MVC is not a 3-tier architecture. Not every solution needs to be 3-tier or n-tier, but it is still important to understand the distinction. MVC happens to have 3 main elements, but those elements do not work in a "tiered" fashion, they are interdependent:

Model <----- Controller
         \       |
          \      v
           ---- View

The View depends on the Model. The Controller depends on the View and Model. These multiple dependency paths therefore do not function as tiers.

Typically a 3-tier solution looks like:

Data Access <--- [Mapper] ---> Domain Model <--- [Presenter/Controller] ---> UI

Presenter/Controller is somewhat optional - in Windows Forms development, for example, you usually don't see it, instead you have a "smart client" UI, which is OK too.

This is a 3-tier architecture because each of the 3 main tiers (Data, Domain, UI) has only one dependency. Classically, the UI depends on the Domain Model (or "Business" model) and the Domain Model depends on the DAL. In more modern implementations, the Domain Model does not depend the DAL; instead, the relationship is inverted and an abstract Mapping layer is injected later on using an IoC container. In either case, each tier only depends on the previous tier.

In an MVC architecture, C is the Controller, V is the UI (Views), and M is the Domain Model. Therefore, MVC is a presentation architecture, not a system architecture. It does not encapsulate the data access. It may not necessarily fully encapsulate the Domain Model, which can be treated as an external dependency. It is not tiered.

If you wanted to physically separate the tiers then it is usually done by exposing the Domain Model as a Web Service (i.e.
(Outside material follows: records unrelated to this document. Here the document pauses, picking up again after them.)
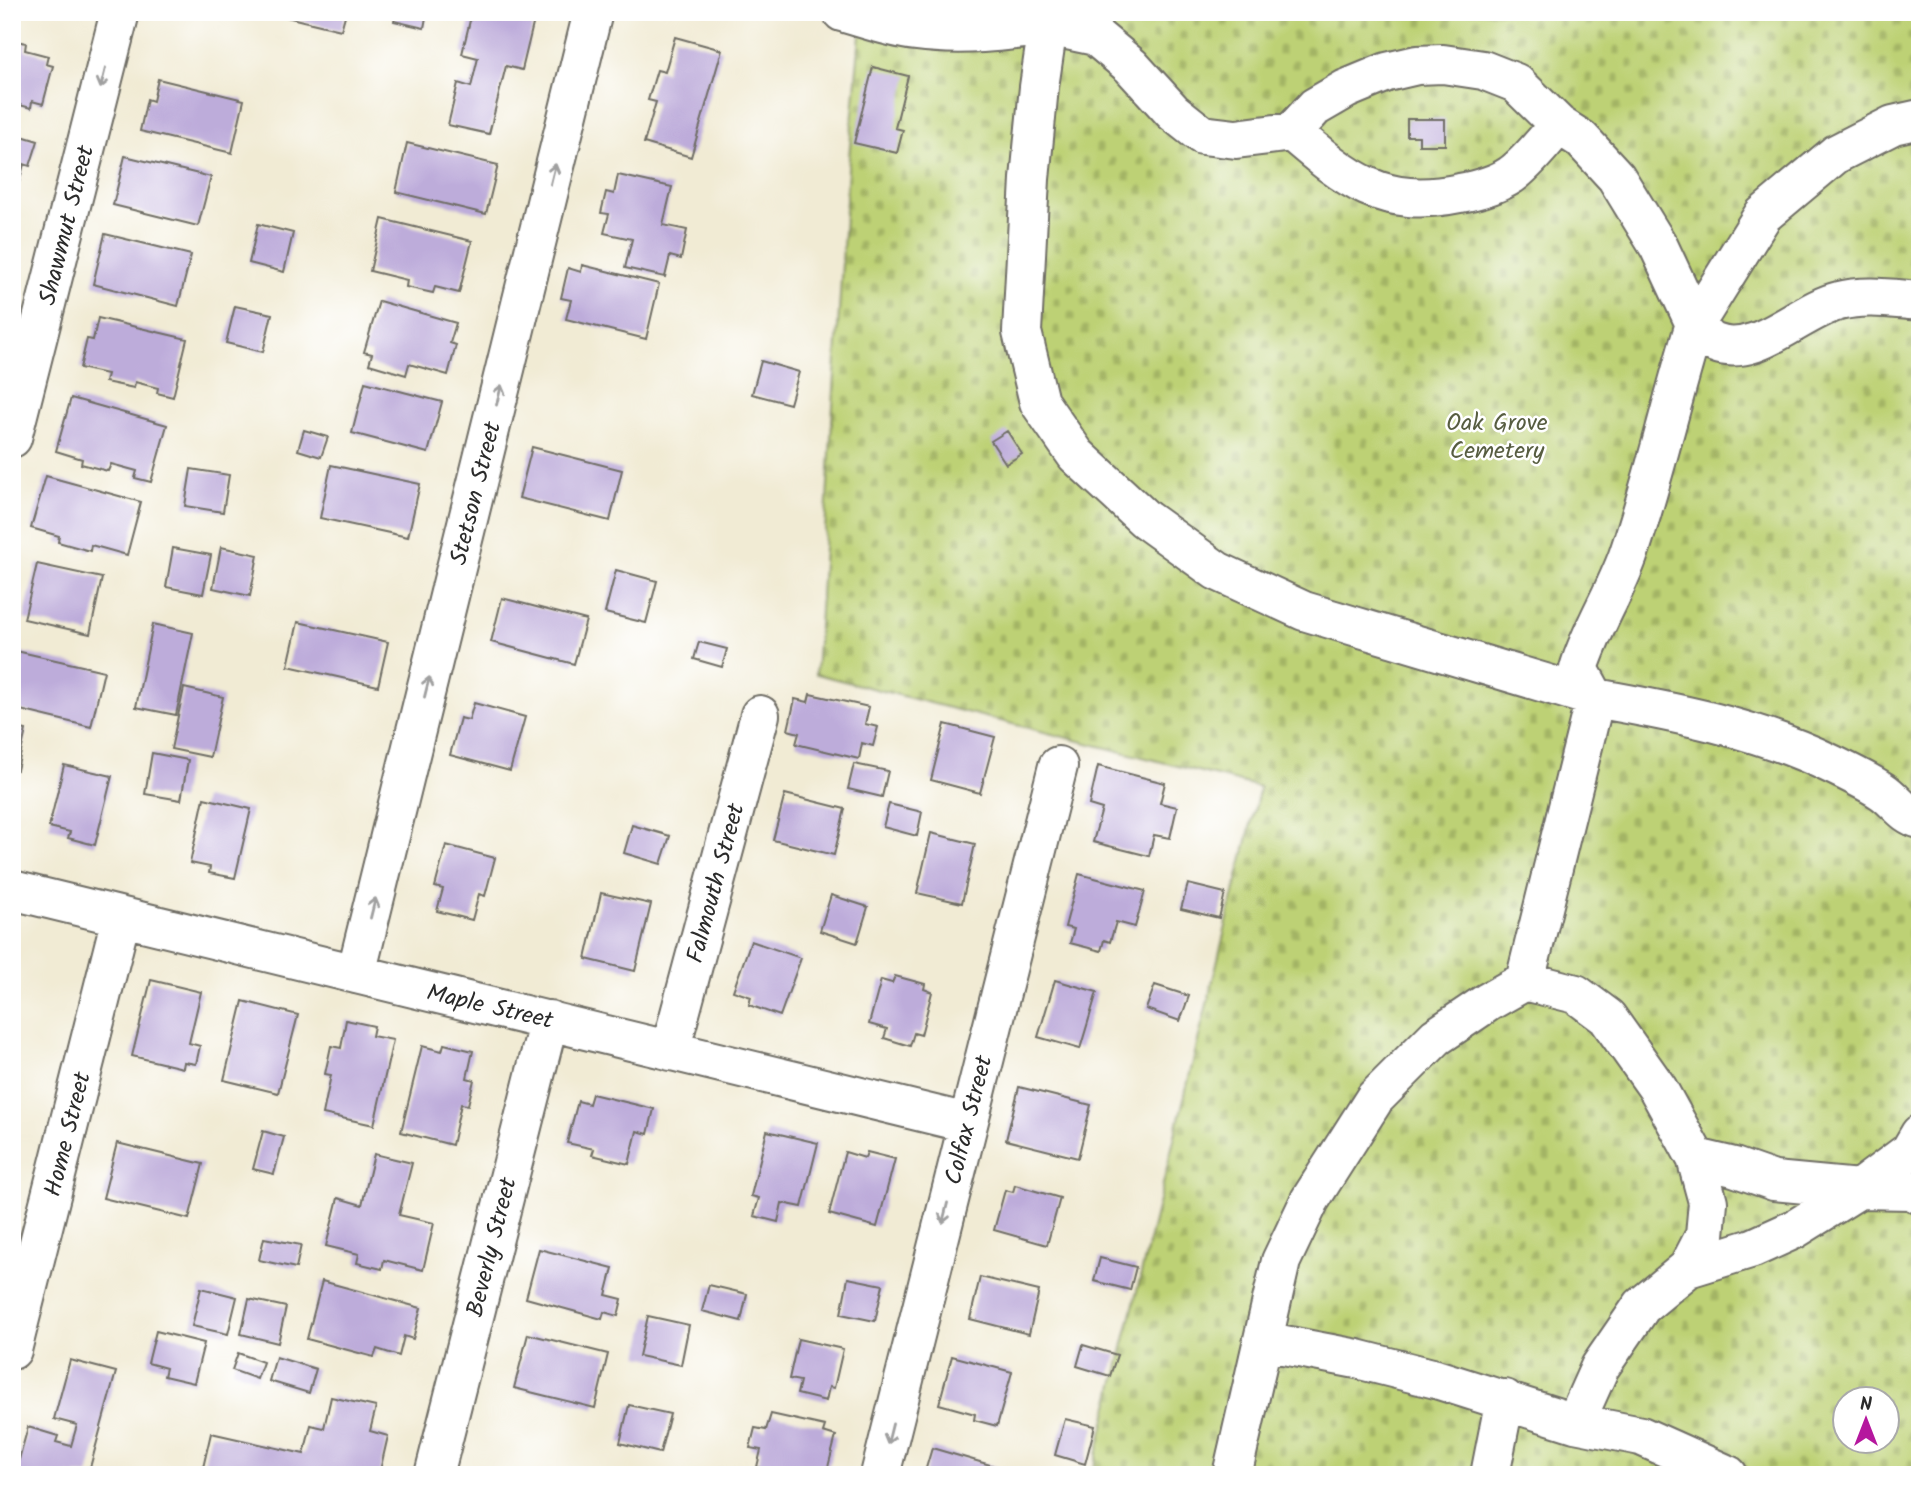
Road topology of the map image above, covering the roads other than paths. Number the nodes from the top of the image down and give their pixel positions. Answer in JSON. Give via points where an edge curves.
{"nodes":[{"id":1,"x":120,"y":12,"type":"edge"},
{"id":2,"x":593,"y":12,"type":"edge"},
{"id":3,"x":842,"y":12,"type":"edge"},
{"id":4,"x":1050,"y":19,"type":"edge"},
{"id":5,"x":1920,"y":119,"type":"edge"},
{"id":6,"x":1559,"y":125,"type":"junction"},
{"id":7,"x":1292,"y":132,"type":"junction"},
{"id":8,"x":1920,"y":301,"type":"edge"},
{"id":9,"x":1695,"y":324,"type":"junction"},
{"id":10,"x":12,"y":438,"type":"edge"},
{"id":11,"x":1595,"y":698,"type":"junction"},
{"id":12,"x":760,"y":715,"type":"dead end"},
{"id":13,"x":1058,"y":765,"type":"dead end"},
{"id":14,"x":1916,"y":827,"type":"edge"},
{"id":15,"x":12,"y":890,"type":"edge"},
{"id":16,"x":121,"y":918,"type":"junction"},
{"id":17,"x":356,"y":974,"type":"junction"},
{"id":18,"x":1525,"y":981,"type":"junction"},
{"id":19,"x":549,"y":1020,"type":"junction"},
{"id":20,"x":670,"y":1051,"type":"junction"},
{"id":21,"x":967,"y":1123,"type":"junction"},
{"id":22,"x":1920,"y":1134,"type":"edge"},
{"id":23,"x":1696,"y":1158,"type":"junction"},
{"id":24,"x":1859,"y":1189,"type":"junction"},
{"id":25,"x":1920,"y":1195,"type":"edge"},
{"id":26,"x":1688,"y":1268,"type":"junction"},
{"id":27,"x":1264,"y":1341,"type":"junction"},
{"id":28,"x":12,"y":1350,"type":"edge"},
{"id":29,"x":1505,"y":1399,"type":"junction"},
{"id":30,"x":1575,"y":1423,"type":"junction"},
{"id":31,"x":1707,"y":1470,"type":"edge"},
{"id":32,"x":434,"y":1475,"type":"edge"},
{"id":33,"x":880,"y":1475,"type":"edge"},
{"id":34,"x":1231,"y":1475,"type":"edge"},
{"id":35,"x":1490,"y":1475,"type":"edge"}],
"edges":[{"from":1,"to":10,"type":"street","name":"Shawmut Street","one_way":true},
{"from":17,"to":2,"type":"street","name":"Stetson Street","one_way":true},
{"from":3,"to":4,"type":"street","via":[[914,31],[954,34],[993,34]]},
{"from":4,"to":7,"type":"street","via":[[1095,36],[1202,135],[1236,139]]},
{"from":4,"to":11,"type":"street","via":[[1030,179],[1022,332],[1039,402],[1076,455],[1145,519],[1217,571],[1304,611]]},
{"from":5,"to":9,"type":"street","via":[[1893,125],[1836,154],[1763,215]]},
{"from":6,"to":7,"type":"street","via":[[1516,83],[1483,70],[1443,64],[1387,72],[1346,89],[1315,107]]},
{"from":6,"to":7,"type":"street","via":[[1510,176],[1481,189],[1439,197],[1375,191],[1332,166]]},
{"from":6,"to":9,"type":"street","via":[[1581,139],[1616,177],[1659,247]]},
{"from":8,"to":9,"type":"street","via":[[1884,297],[1839,301],[1751,344],[1712,342]]},
{"from":9,"to":11,"type":"street","via":[[1648,495],[1626,560],[1579,669]]},
{"from":11,"to":14,"type":"street","via":[[1678,713],[1826,762],[1883,791]]},
{"from":11,"to":18,"type":"street"},
{"from":12,"to":20,"type":"street","name":"Falmouth Street"},
{"from":13,"to":21,"type":"street","name":"Colfax Street"},
{"from":15,"to":16,"type":"street","name":"Maple Street"},
{"from":16,"to":17,"type":"street","name":"Maple Street"},
{"from":16,"to":28,"type":"street","name":"Home Street"},
{"from":17,"to":19,"type":"street","name":"Maple Street"},
{"from":18,"to":23,"type":"street","via":[[1576,994],[1607,1017],[1658,1088]]},
{"from":18,"to":27,"type":"street","via":[[1436,1037],[1375,1098],[1310,1200],[1281,1261]]},
{"from":19,"to":20,"type":"street","name":"Maple Street"},
{"from":19,"to":32,"type":"street","name":"Beverly Street"},
{"from":20,"to":21,"type":"street","name":"Maple Street"},
{"from":21,"to":33,"type":"street","name":"Colfax Street","one_way":true},
{"from":22,"to":24,"type":"street","via":[[1910,1151]]},
{"from":23,"to":24,"type":"street","via":[[1774,1181]]},
{"from":23,"to":26,"type":"street","via":[[1707,1202],[1705,1235]]},
{"from":24,"to":25,"type":"street"},
{"from":24,"to":26,"type":"street","via":[[1795,1229],[1754,1248]]},
{"from":26,"to":30,"type":"street","via":[[1642,1306],[1600,1367]]},
{"from":27,"to":29,"type":"street","via":[[1397,1369]]},
{"from":27,"to":34,"type":"street"},
{"from":29,"to":30,"type":"street"},
{"from":29,"to":35,"type":"street"},
{"from":30,"to":31,"type":"street","via":[[1641,1436]]}]}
WCF). This gives you improved scalability and a cleaner separation of concerns - the Domain Model is literally reusable anywhere and can be deployed across many machines - but comes with a significant up-front development cost as well as an ongoing maintenance cost.

The server architecture mirrors the 3-tier diagram above:

Database Server <----- Web Services <----- Application

The "Application" is your MVC application, which shares a Domain Model with the Web Services (through SOAP or REST). Web Services run on a dedicated server (or servers), and the database is, obviously, hosted on its own server. This is a 3-tier, 3-server architecture.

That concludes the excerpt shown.